Nova Lei Rouanet

A lei federal de incentivo à cultura conhecida como Lei Rouanet (Lei 8.313) está desde a segunda-feira 23 de março de 2009 à disposição para consulta pública no site do governo. Criticada por atender apenas a projetos nababescos a preços impopulares, e praticamente voltada para os estados do sudeste, a lei precisa mesmo de mudanças.
O que ocorre atualmente é que a Rouanet trabalha basicamente com a tal de renúncia fiscal, ou seja, 80% dos investimentos do governo federal vem de uma empresa que abate parte (até 4%) dos seus impostos devidos e aplica em projetos culturais. Traduzindo: de cada 10 reais investidos na renúncia, apenas 1 real vem das empresas, que posam de anjinhos mecenas.
A grana no momento vem de um orçamento do MinC de 800 milhões de reais e 1 bilhão e 200 milhões de reais da renúncia fiscal. O governo quer agora que a grana venha de 4 fontes: 25% de recursos do Tesouro, 25% da renúncia fiscal, 25% dos investidores privados e 25% do Fundo Nacional de Cultura, ajudado por uma loteria federal de cultura.
O Fundo, por sua vez, terá um grande Conselho, formado por representantes de 20 segmentos com interesse nos financiamentos, os critérios de análise dos projetos serão públicos e haverá um sistema de pareceres de especialistas externos ao processo de escolha. Vai existir também a possibilidade de financiamentos de projetos, e não apenas cessões a fundo perdido.
Pela lei como está, os projetos financiados pelo Estado não podem ser colocados em exibição, por exemplo, na TV (nem na TV pública).
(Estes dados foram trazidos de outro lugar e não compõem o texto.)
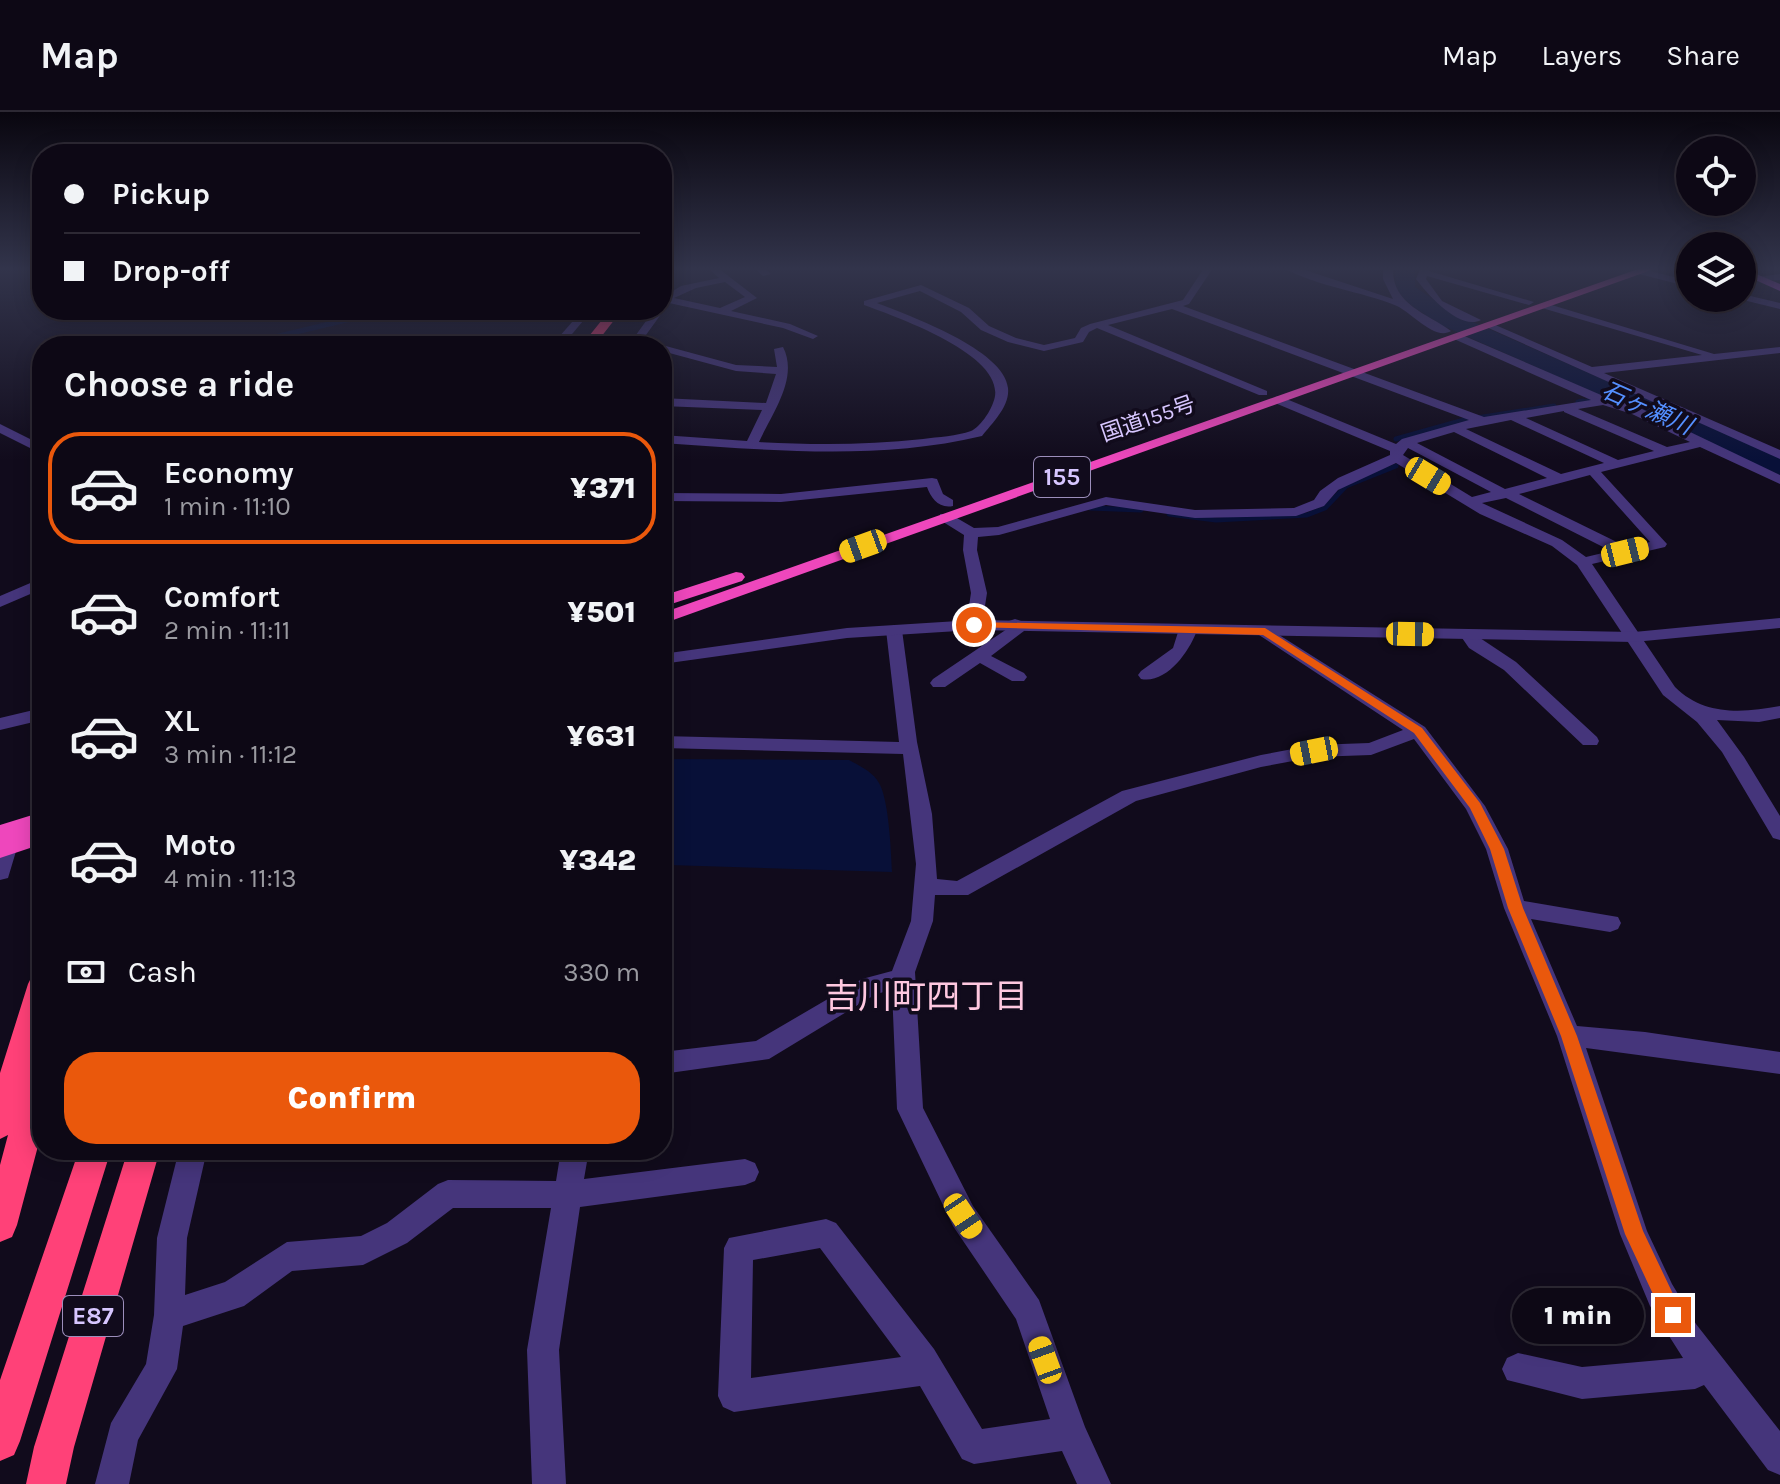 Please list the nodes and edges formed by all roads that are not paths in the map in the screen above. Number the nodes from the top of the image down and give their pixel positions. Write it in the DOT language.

O novo projeto permite esta exibição depois de 3 anos. Vai acabar também a farra de reverter o dinheiro da renúncia fiscal para o benefício da instituição que a utilizou. A OSESP, que adora fazer isso, pode por as barbas de molho.
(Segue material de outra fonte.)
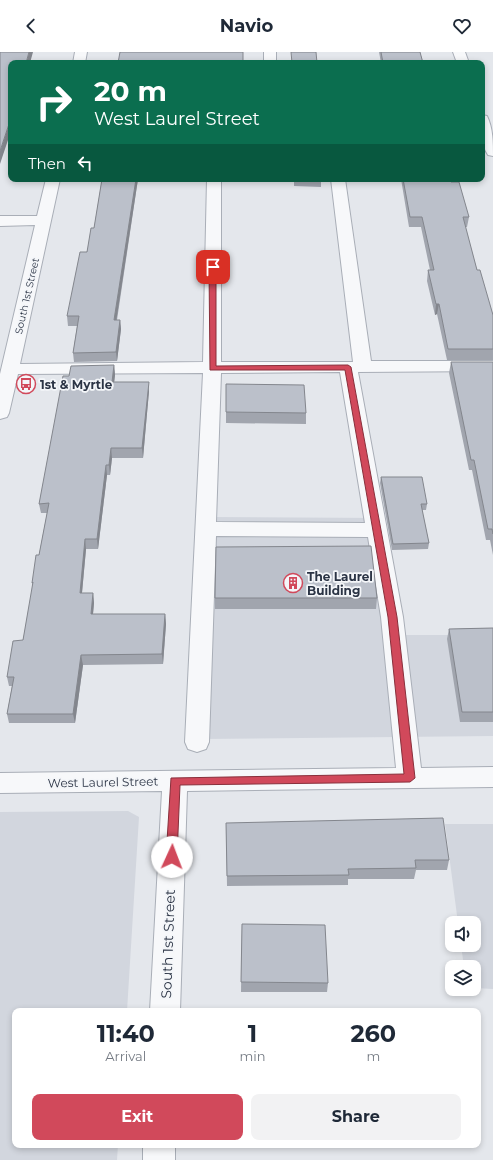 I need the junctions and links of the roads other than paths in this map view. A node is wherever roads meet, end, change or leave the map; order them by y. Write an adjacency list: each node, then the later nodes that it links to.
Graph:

O ministro Juca Ferreira anuncia que tais mudanças pretendem mexer com a vida de 12 milhões de trabalhadores do mercado formal colocando na roda 600 milhões de reais. Vai ser criado também um Vale Cultura de 50 reais mensais para o trabalhador usar em shows e espetáculos, 20% pagos pelo trabalhador, 30% pelo governo e 50% pelas empresas.
Como o Brasil é um país “descoberto” por um atravessador de oceanos, um tal de Cabral, reinam aqui todos os tipos de atravessadores, de despachantes de porta de Detran a cambistas de porta de estádio, e, é claro, captadores, não de instrumentos musicais, mas aqueles que passam o chapéu pelas empresas para obter patrocínios e cobram comissão dos artistas.
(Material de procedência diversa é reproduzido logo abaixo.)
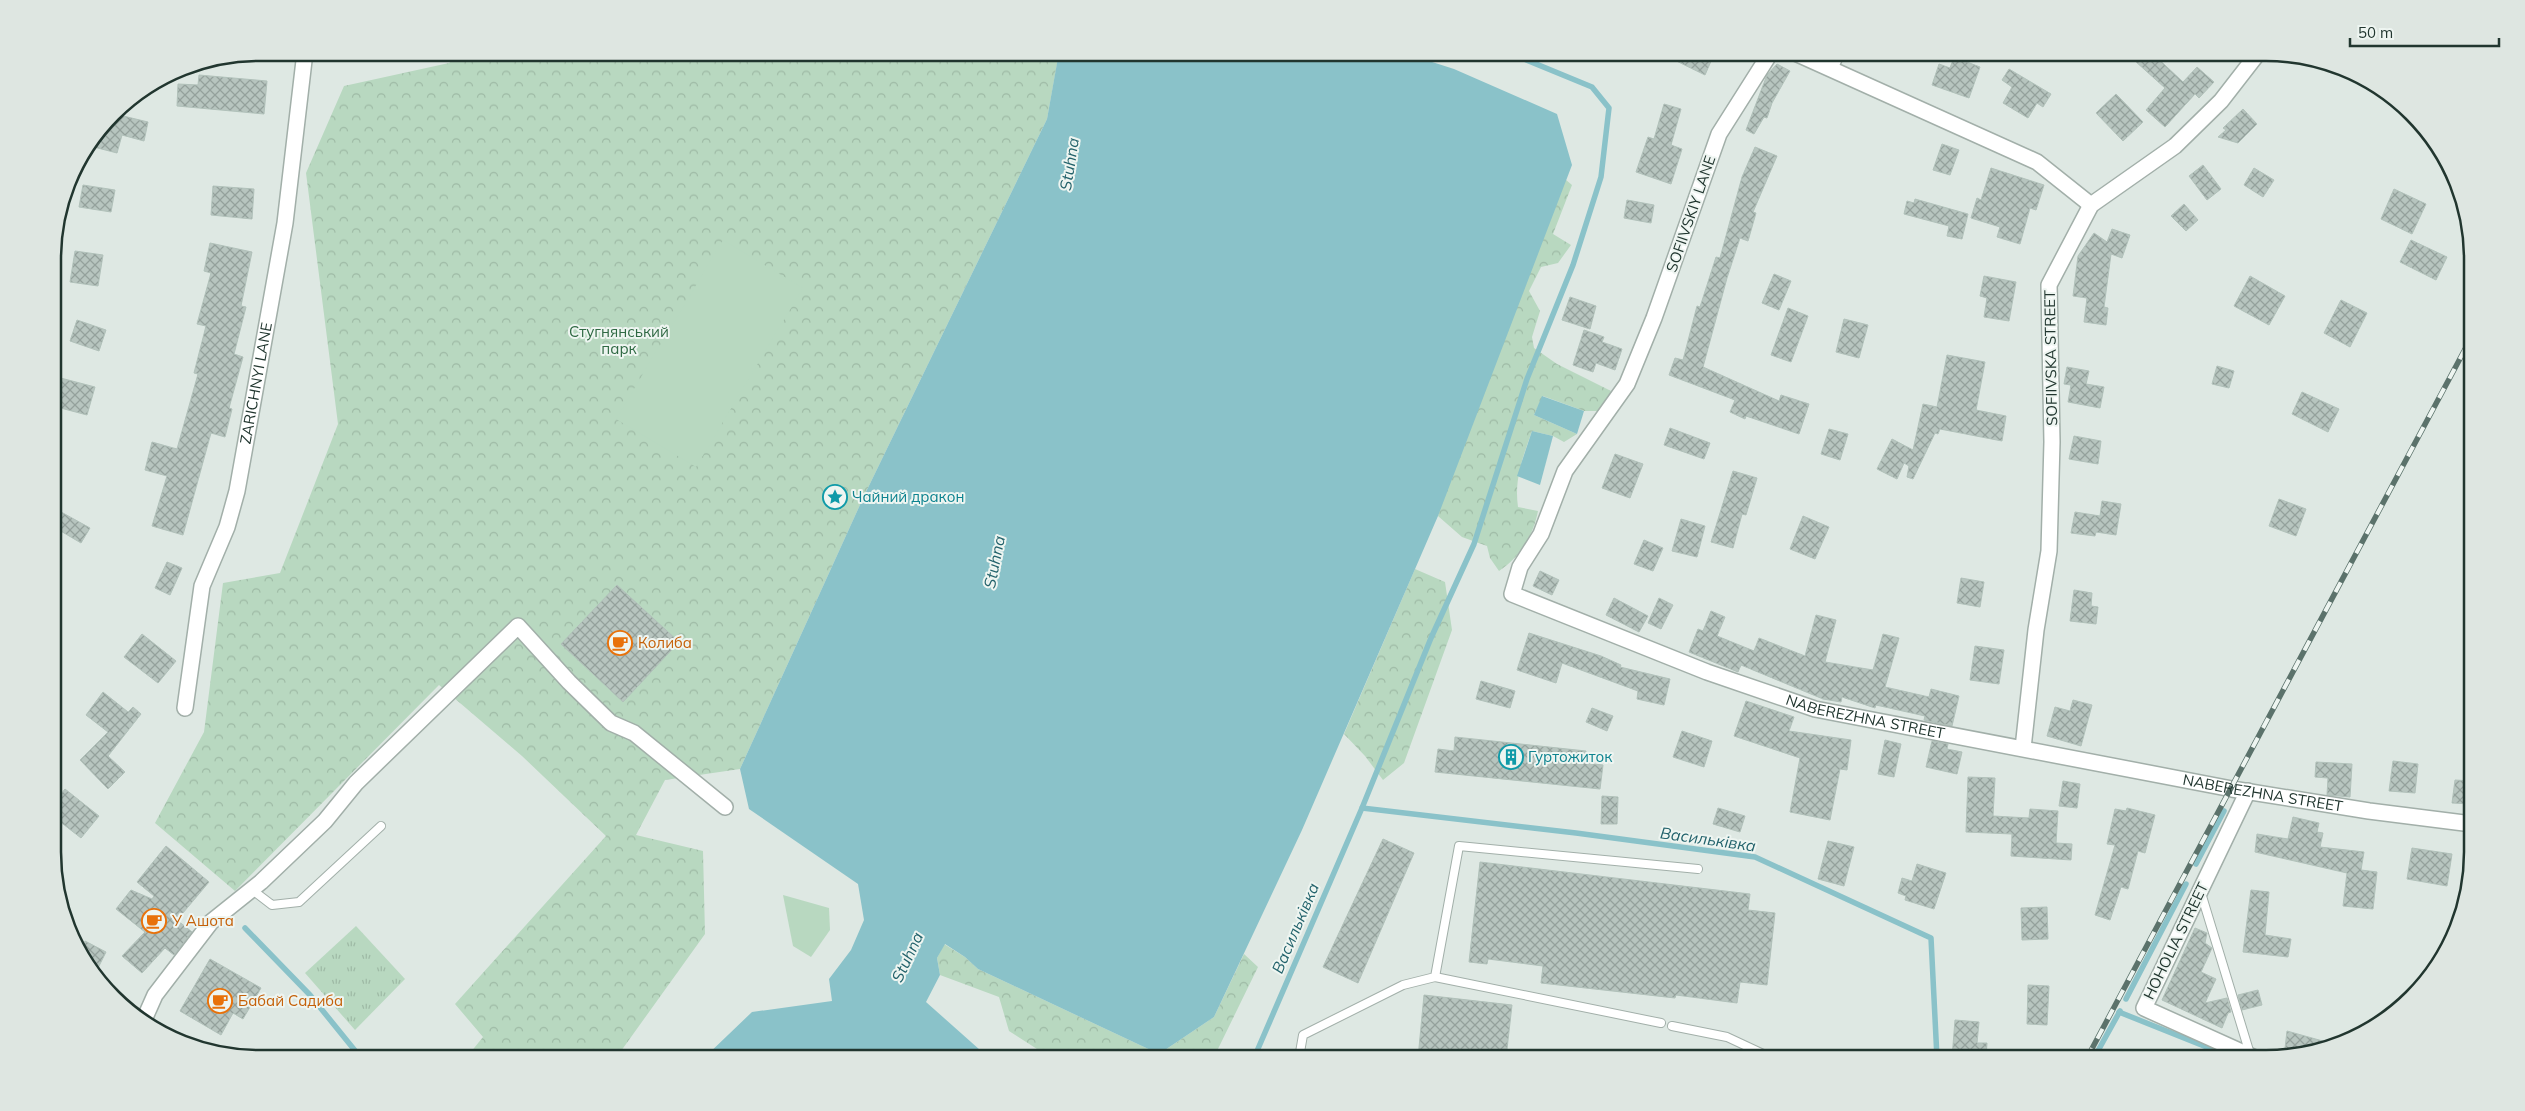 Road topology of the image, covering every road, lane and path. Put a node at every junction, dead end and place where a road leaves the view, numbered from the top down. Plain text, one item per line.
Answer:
1 (301, 61) edge
2 (1765, 61) edge
3 (1814, 61) edge
4 (1833, 61) edge
5 (2251, 61) edge
6 (1830, 68) junction
7 (2091, 205) junction
8 (1627, 384) joint
9 (185, 708) dead end
10 (2023, 748) junction
11 (2248, 791) junction
12 (725, 807) dead end
13 (2464, 823) edge
14 (381, 826) dead end
15 (1698, 869) dead end
16 (251, 889) junction
17 (2200, 891) junction
18 (1435, 977) junction
19 (146, 1014) edge
20 (1661, 1023) dead end
21 (1672, 1026) dead end
22 (1300, 1050) edge
23 (1754, 1050) edge
24 (2237, 1050) edge
25 (2250, 1050) edge

1 - 9 street, ZARICHNYI LANE
2 - 8 street, SOFIIVSKIY LANE
3 - 6 street
4 - 6 street
5 - 7 street, SOFIIVSKA STREET
6 - 7 street
7 - 10 street, SOFIIVSKA STREET
8 - 10 street, NABEREZHNA STREET
10 - 11 street, NABEREZHNA STREET
11 - 13 street, NABEREZHNA STREET
11 - 17 street, HOHOLIA STREET
12 - 16 street
14 - 16 lane
15 - 18 lane
16 - 19 street
17 - 24 street, HOHOLIA STREET
17 - 25 lane
18 - 20 lane
18 - 22 lane
21 - 23 lane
Faltaria – e fica aqui uma minha sugestão ao MinC – capturar todos estes captadores em um novo capítulo da nova lei de incentivo que preveja a renúncia moral, colocando-os todos em um pavilhão especial na área que hoje abriga alguns equipamentos culturais, e que é ainda conhecida pelo nome que ostentava anos atrás: Carandiru.